Development of a Novel Immunotherapy for Malignant Mesothelioma that Combines CXCL12/CXCR4 Blockade with a Mesothelin-Targeted Fusion Protein

Principal Investigator: POZNANSKY, MARK
Program: PRCRP
Proposal Number: CA130248
Award Number: W81XWH-14-1-0206
Funding Mechanism: Idea Award with Special Focus
Partnering Awards:
Award Amount: $508,593.00


Malignant mesothelioma (MM) is an aggressive tumor that results from asbestos exposure and can present among military personnel and veterans. MM is largely refractory to conventional therapies, and the median survival after symptom onset is less than 12 months. Surgery, radiotherapy, and chemotherapy have improved quality of life but have made little impact on survival with this tumor. Therefore, there is an immediate unmet need for more effective treatment approaches for this deadly disease.

The immune system in our body is capable of eradicating cancer in the same way that is able to combat infectious diseases. It is well known that MM is can be recognized by the immune system and can induce an immune response. There is a clear logic to develop a therapy type (called immunotherapy), which harnesses the power of the body's immune system to destroy MM cells. However, MM often develops ways to evade and neutralize these immune attacks resulting in cancer progression. In the past decades, researchers have investigated a way to resolve the evasion mechanisms, and many immunotherapies have been tested in animal models and clinical trials in this regard. Unfortunately, we have not found an effective and safe immunotherapy for MM mainly because of the insufficient efficacy and side effects of these methods. We propose that the key to the success here is the stimulation of immune responses to MM with simultaneous blockade of immune evasion mechanisms.

A stress-induced protein called "heat shock protein 70 (Hsp70)" is well-known to stimulate immune responses. We fused this protein to an antibody, which can effectively recognize a marker protein of the surface of tumor cells named mesothelin that is highly present on MM cells and otherwise found at low levels on normal cells. We have studied the effect of this fusion protein in a mouse model of ovarian cancer that resembles the human disease and also has mesothelin on its surface. We showed that our immune therapeutic fusion protein, called VIC-007, slowed down the growth of the disease significantly and stimulated the immune responses against ovarian cancer without side effects. Our idea now is to test our new immune therapeutic fusion protein to MM in mice.

One of the ways MM is thought to avoid the immune system involves the selective retention of a cell type called "regulatory T cells" in the tumor. The role of these cells is normally to prevent excessive immune responses, but MM effectively "hijacks" this system and uses it to neutralize the immune attack against it. Recently, our research group identified a protein called CXCL12 produced by ovarian cancer that mediates the selective accumulation of regulatory T cells in the tumor. There is a clinically approved drug, called AMD3100, that can selectively block the interaction of CXCL12 with its receptor CXCR4. We have reported that a new use of this drug that involves the blockade of the interaction between CXCR4 and CXCL12 in mice with ovarian cancer slowed down tumor growth and increased immune responses in the same mouse model by keeping Tregs out of the tumor. Since MM also expresses both CXCL12 and CXCR4, we plan to explore the targeting of these proteins in this disease with AMD3100.

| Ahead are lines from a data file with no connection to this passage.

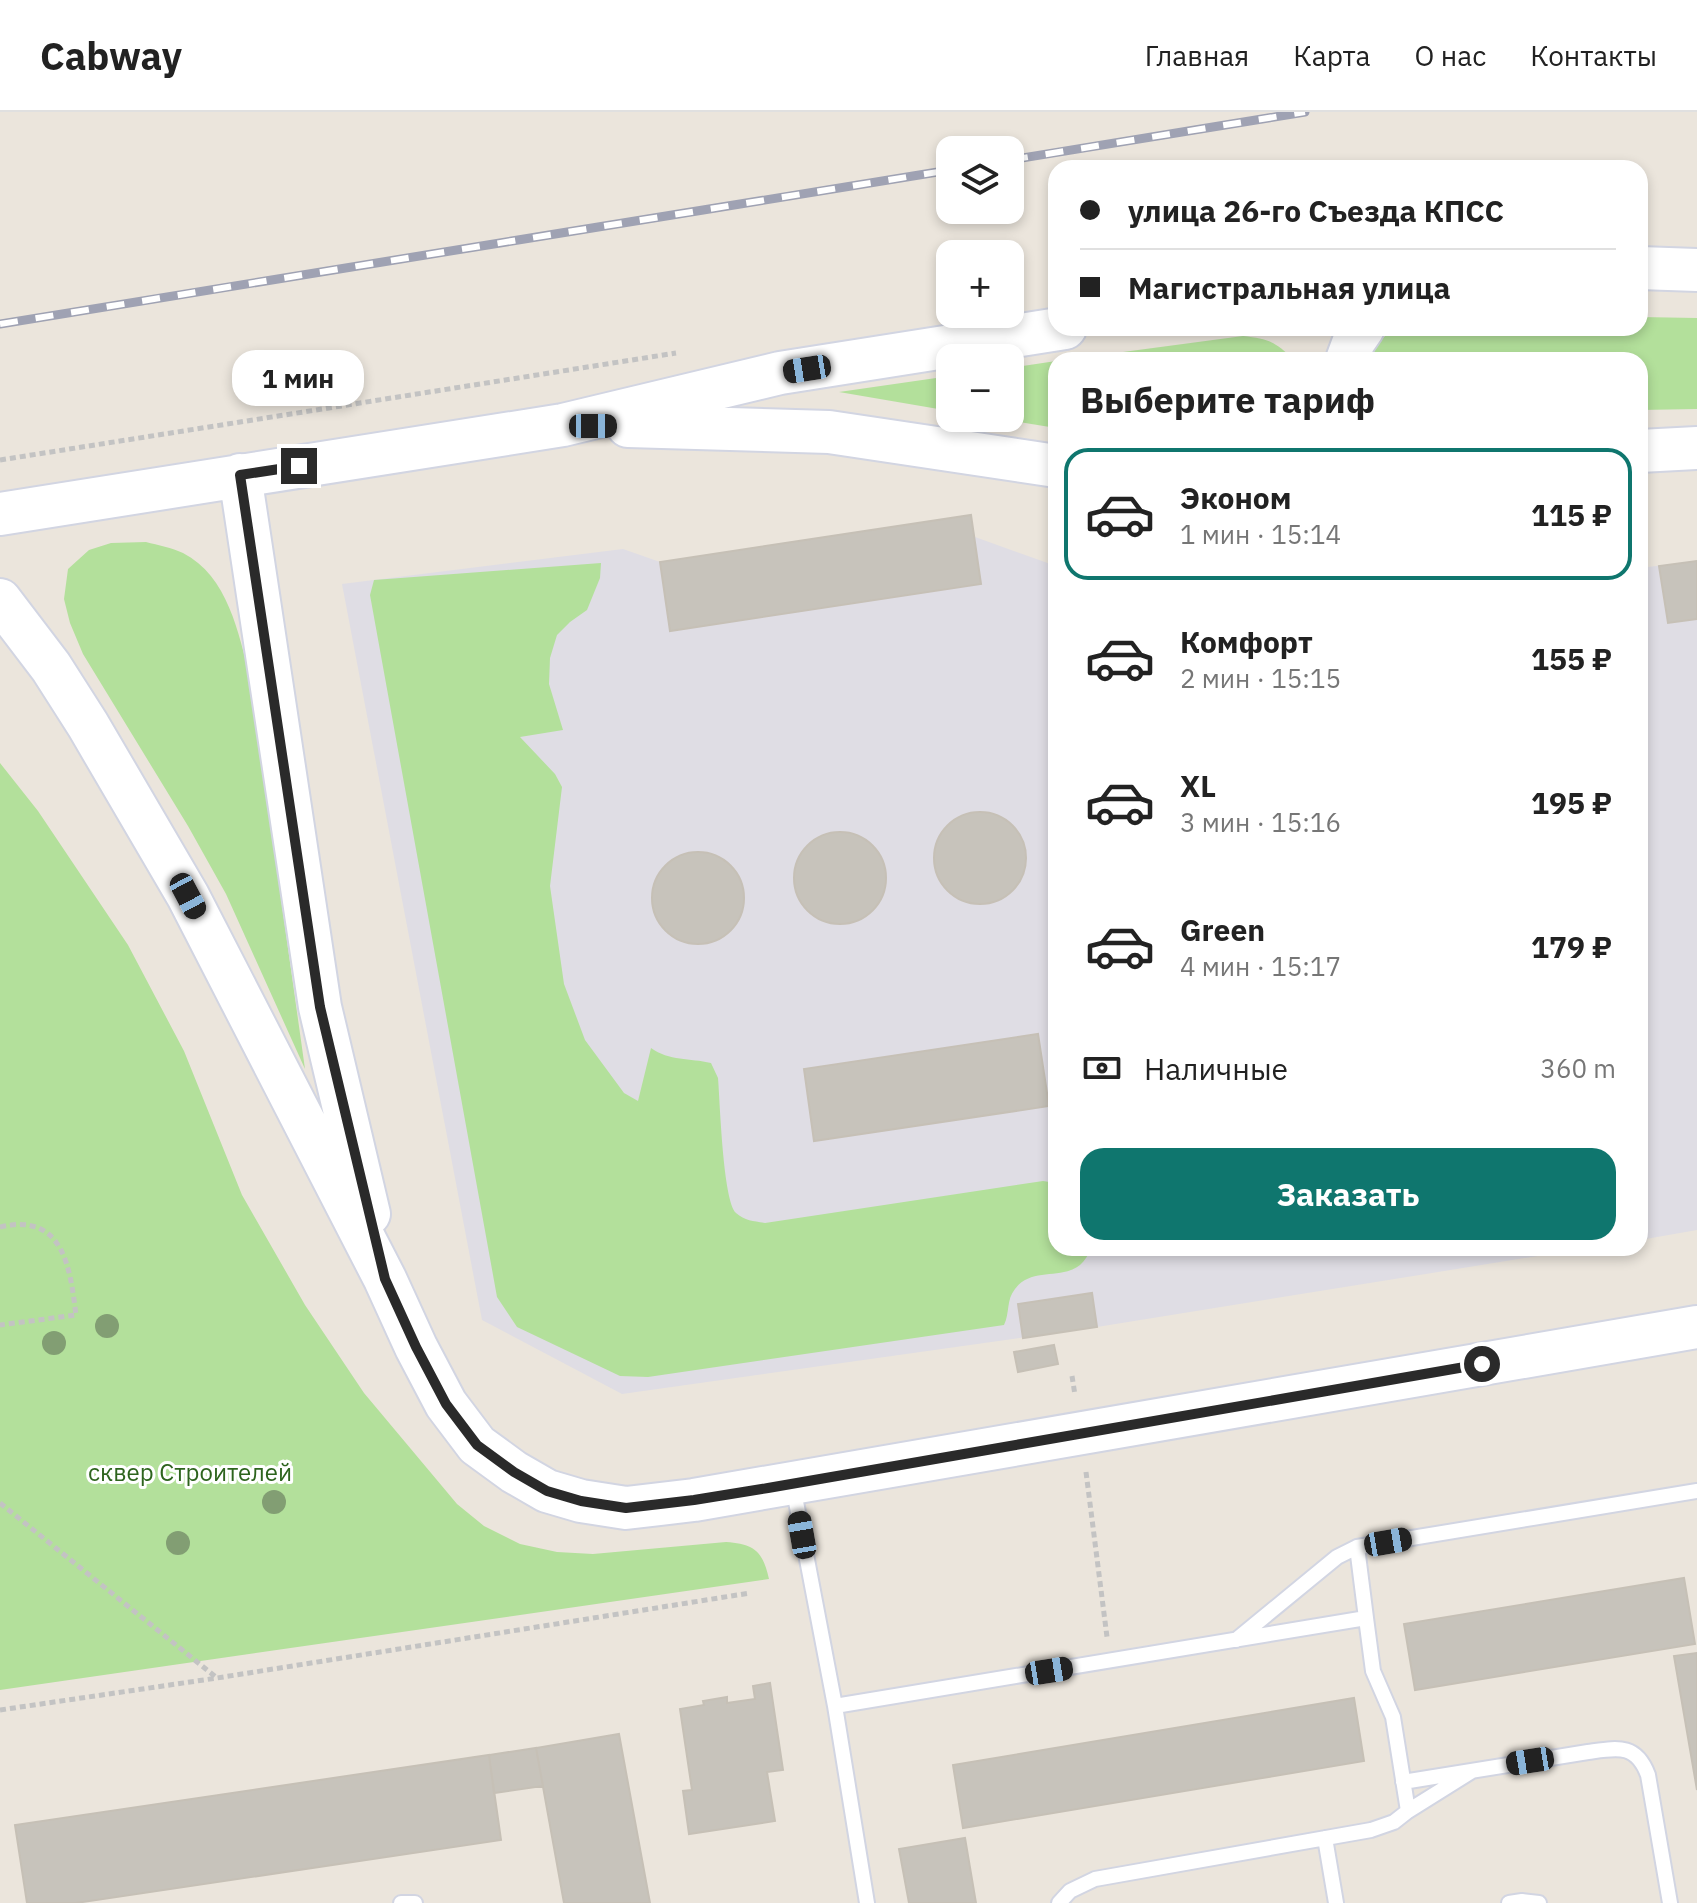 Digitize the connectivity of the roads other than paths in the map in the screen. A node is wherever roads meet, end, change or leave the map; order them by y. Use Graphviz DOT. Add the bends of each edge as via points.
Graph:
graph roads {
  1 [pos="1648,268"];
  2 [pos="1697,270"];
  3 [pos="1048,331"];
  4 [pos="563,425"];
  5 [pos="1697,448"];
  6 [pos="1648,451"];
  7 [pos="1048,465"];
  8 [pos="240,475"];
  9 [pos="0,514"];
  10 [pos="0,600"];
  11 [pos="385,1279"];
  12 [pos="1697,1327"];
  13 [pos="793,1484"];
  14 [pos="1697,1491"];
  15 [pos="1357,1547"];
  16 [pos="1366,1618"];
  17 [pos="1236,1640"];
  18 [pos="835,1706"];
  19 [pos="1472,1771"];
  20 [pos="1403,1782"];
  21 [pos="1408,1811"];
  22 [pos="1325,1838"];
  23 [pos="401,1903"];
  24 [pos="415,1903"];
  25 [pos="867,1903"];
  26 [pos="1059,1903"];
  27 [pos="1336,1903"];
  28 [pos="1509,1903"];
  29 [pos="1539,1903"];
  30 [pos="1670,1903"];
  1 -- 2 [label="main road"];
  3 -- 4 [label="main road" via="780,373"];
  4 -- 7 [label="main road" via="829,432"];
  4 -- 8 [label="main road"];
  5 -- 6 [label="main road"];
  8 -- 9 [label="main road"];
  8 -- 11 [label="main road" via="320,1007"];
  10 -- 11 [label="main road" via="51,667 140,812"];
  11 -- 13 [label="main road" via="446,1404 477,1445 547,1491 626,1508"];
  12 -- 13 [label="main road"];
  13 -- 18 [label="lane"];
  14 -- 15 [label="lane"];
  15 -- 16 [label="lane"];
  15 -- 17 [label="lane" via="1337,1557"];
  16 -- 17 [label="lane"];
  16 -- 20 [label="lane" via="1373,1671 1393,1717"];
  17 -- 18 [label="lane"];
  18 -- 25 [label="lane"];
  19 -- 20 [label="lane"];
  19 -- 21 [label="lane"];
  19 -- 30 [label="lane" via="1629,1750 1642,1759 1648,1775"];
  20 -- 21 [label="lane"];
  21 -- 22 [label="lane" via="1371,1830"];
  22 -- 26 [label="lane" via="1095,1879"];
  22 -- 27 [label="lane"];
  23 -- 24 [label="lane"];
  28 -- 29 [label="lane"];
} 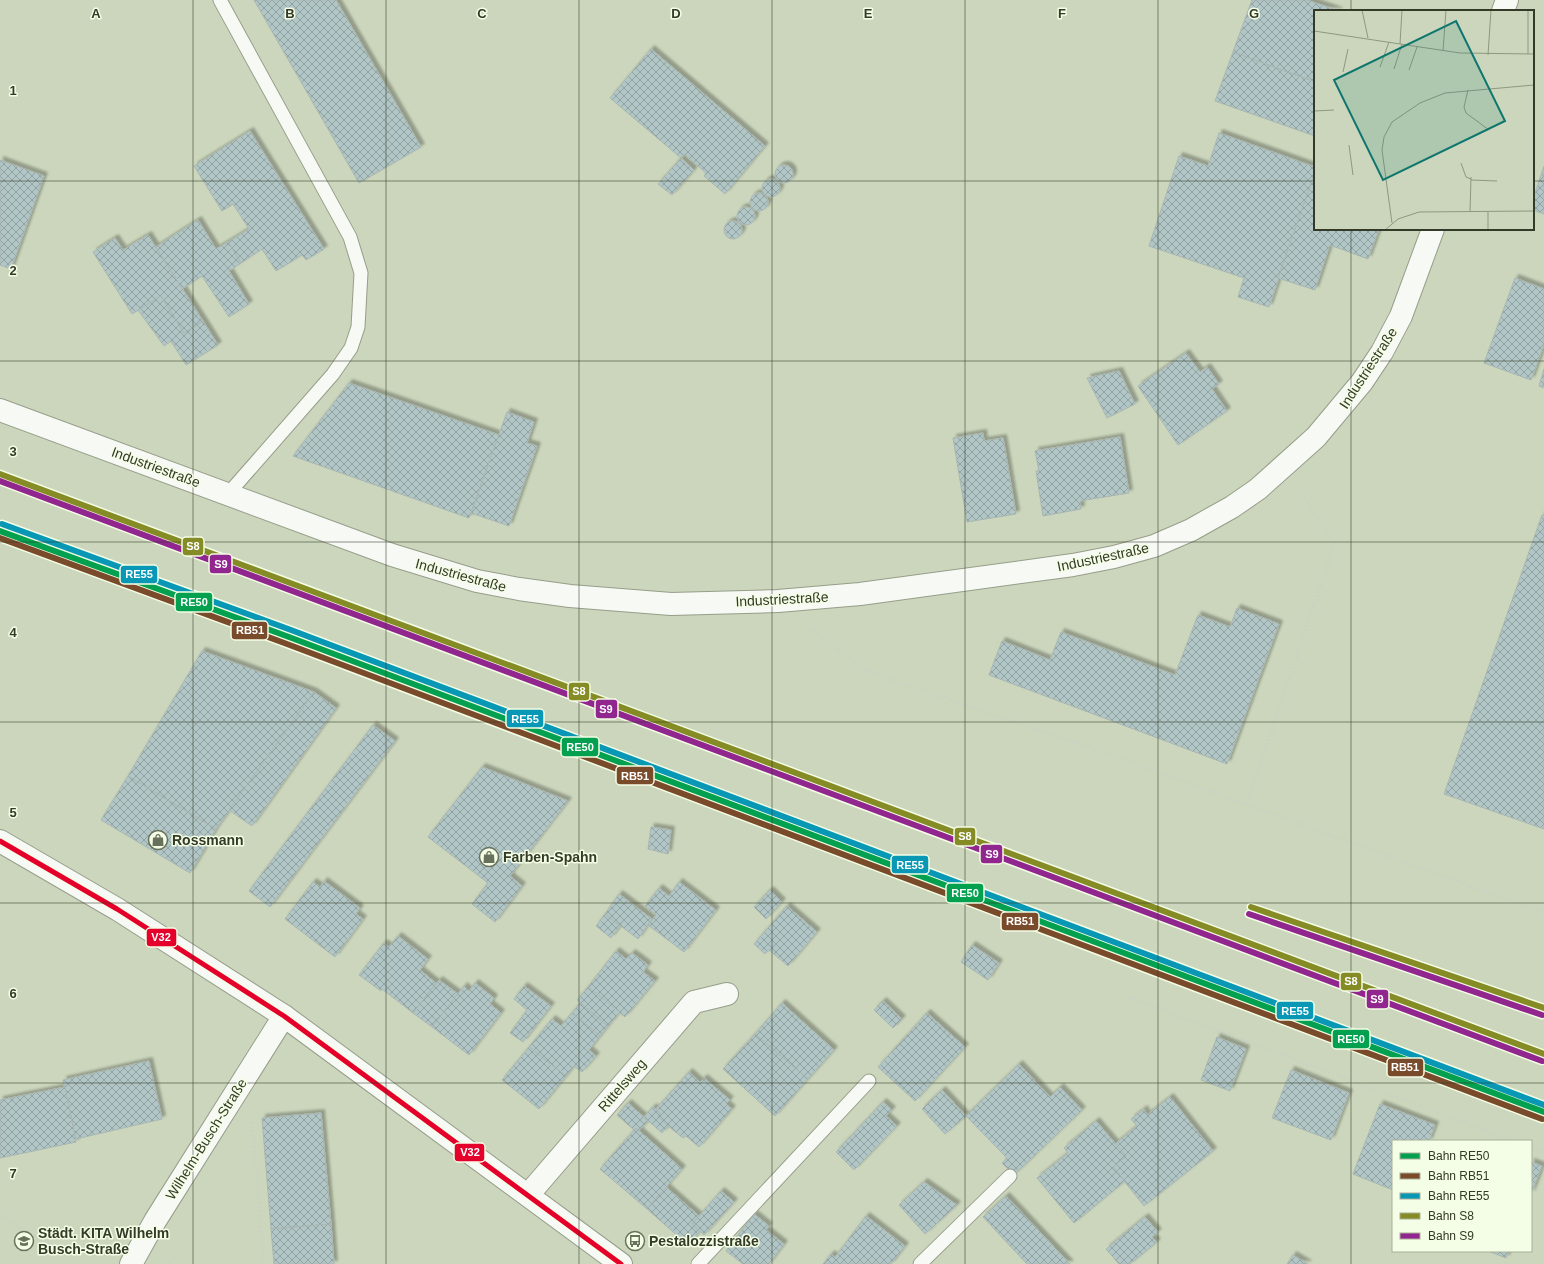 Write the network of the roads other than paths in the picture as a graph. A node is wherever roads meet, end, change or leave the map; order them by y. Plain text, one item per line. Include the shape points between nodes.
1 (220, 0) edge
2 (1507, 0) edge
3 (1503, 10) edge
4 (1432, 230) edge
5 (0, 410) edge
6 (228, 494) junction
7 (0, 841) edge
8 (727, 994) dead end
9 (284, 1016) junction
10 (869, 1081) dead end
11 (1010, 1176) dead end
12 (528, 1195) junction
13 (135, 1256) edge
14 (621, 1264) edge
15 (698, 1264) edge
16 (920, 1264) edge

1 - 6 lane via 350,237 361,273 358,327 351,348 334,374
2 - 3 street
4 - 6 street, Industriestraße via 1401,316 1382,352 1339,411 1316,437 1258,489 1232,507 1191,530 1154,546 1114,557 1073,565 860,594 778,601 671,604 570,596 520,590 477,581 432,568
5 - 6 street, Industriestraße
7 - 9 street via 117,909
8 - 12 street, Rittelsweg via 694,1002
9 - 12 street
9 - 13 street, Wilhelm-Busch-Straße via 190,1163
10 - 15 lane
11 - 16 lane
12 - 14 street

In this proposal, we propose an innovative combination treatment approach for MM, which combines the new VIC-007 and AMD3100 as a one-two punch: VIC-007 inducing a targeted immune attack on MM and AMD3100 augmenting the impact of VIC-007. The relevance of this work to the clinical setting is maximized by the fact that both active elements of the combination are approved for use in humans with cancer. We will also test the hypothesis that the presence of mesothelin and/or CXCL12/CXCR4 in MM may help us to predict a response of this tumor to the combination immune therapy in the same mouse model. We expect that this study could be finished in 2 years, and if this study is successful, a clinical study could be initiated shortly thereafter to treat patients with MM who do not have other treatment options. Approximately 1,000 veterans per year are diagnosed with MM, and the long latency period of the disease makes it likely that MM will continue to be diagnosed in veterans for many years to come. We expect to see synergistic effects of both drugs, resulting in a full-recovery of immune responses in the body and possible eradication of MM.